- [REQUIREMENT] Nothing should differ between your output and the entries below.
START MATERIAL FOR THIS EXERCISE
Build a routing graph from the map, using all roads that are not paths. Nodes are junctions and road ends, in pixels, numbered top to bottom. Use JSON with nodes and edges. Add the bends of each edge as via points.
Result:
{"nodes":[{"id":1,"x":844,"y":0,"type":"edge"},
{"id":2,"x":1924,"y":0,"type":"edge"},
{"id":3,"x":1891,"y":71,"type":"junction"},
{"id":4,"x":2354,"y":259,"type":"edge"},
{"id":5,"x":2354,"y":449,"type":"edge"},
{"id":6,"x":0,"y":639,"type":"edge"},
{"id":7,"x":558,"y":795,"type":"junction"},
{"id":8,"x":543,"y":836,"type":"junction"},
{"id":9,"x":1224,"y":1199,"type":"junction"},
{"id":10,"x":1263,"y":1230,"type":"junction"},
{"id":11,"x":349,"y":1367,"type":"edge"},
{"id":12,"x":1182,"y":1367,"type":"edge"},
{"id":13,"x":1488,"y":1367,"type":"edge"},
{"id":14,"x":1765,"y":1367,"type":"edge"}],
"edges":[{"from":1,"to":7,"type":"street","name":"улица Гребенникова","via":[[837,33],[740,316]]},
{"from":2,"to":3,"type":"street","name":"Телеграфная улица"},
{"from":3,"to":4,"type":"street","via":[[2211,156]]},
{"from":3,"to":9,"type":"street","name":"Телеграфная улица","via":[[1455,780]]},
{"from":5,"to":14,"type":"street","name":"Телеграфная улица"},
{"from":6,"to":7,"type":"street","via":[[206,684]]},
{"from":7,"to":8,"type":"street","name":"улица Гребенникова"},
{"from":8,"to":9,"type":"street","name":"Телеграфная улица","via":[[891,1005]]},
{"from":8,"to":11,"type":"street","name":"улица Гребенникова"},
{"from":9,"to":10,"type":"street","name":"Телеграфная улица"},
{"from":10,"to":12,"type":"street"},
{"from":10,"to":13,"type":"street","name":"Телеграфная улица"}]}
END MATERIAL FOR THIS EXERCISE
- [WRITTEN RESPONSE]
Build a routing graph from the map, using all roads that are not paths. Nodes are junctions and road ends, in pixels, numbered top to bottom. Use JSON with nodes and edges. Add the bends of each edge as via points.
Result:
{"nodes":[{"id":1,"x":844,"y":0,"type":"edge"},
{"id":2,"x":1924,"y":0,"type":"edge"},
{"id":3,"x":1891,"y":71,"type":"junction"},
{"id":4,"x":2354,"y":259,"type":"edge"},
{"id":5,"x":2354,"y":449,"type":"edge"},
{"id":6,"x":0,"y":639,"type":"edge"},
{"id":7,"x":558,"y":795,"type":"junction"},
{"id":8,"x":543,"y":836,"type":"junction"},
{"id":9,"x":1224,"y":1199,"type":"junction"},
{"id":10,"x":1263,"y":1230,"type":"junction"},
{"id":11,"x":349,"y":1367,"type":"edge"},
{"id":12,"x":1182,"y":1367,"type":"edge"},
{"id":13,"x":1488,"y":1367,"type":"edge"},
{"id":14,"x":1765,"y":1367,"type":"edge"}],
"edges":[{"from":1,"to":7,"type":"street","name":"улица Гребенникова","via":[[837,33],[740,316]]},
{"from":2,"to":3,"type":"street","name":"Телеграфная улица"},
{"from":3,"to":4,"type":"street","via":[[2211,156]]},
{"from":3,"to":9,"type":"street","name":"Телеграфная улица","via":[[1455,780]]},
{"from":5,"to":14,"type":"street","name":"Телеграфная улица"},
{"from":6,"to":7,"type":"street","via":[[206,684]]},
{"from":7,"to":8,"type":"street","name":"улица Гребенникова"},
{"from":8,"to":9,"type":"street","name":"Телеграфная улица","via":[[891,1005]]},
{"from":8,"to":11,"type":"street","name":"улица Гребенникова"},
{"from":9,"to":10,"type":"street","name":"Телеграфная улица"},
{"from":10,"to":12,"type":"street"},
{"from":10,"to":13,"type":"street","name":"Телеграфная улица"}]}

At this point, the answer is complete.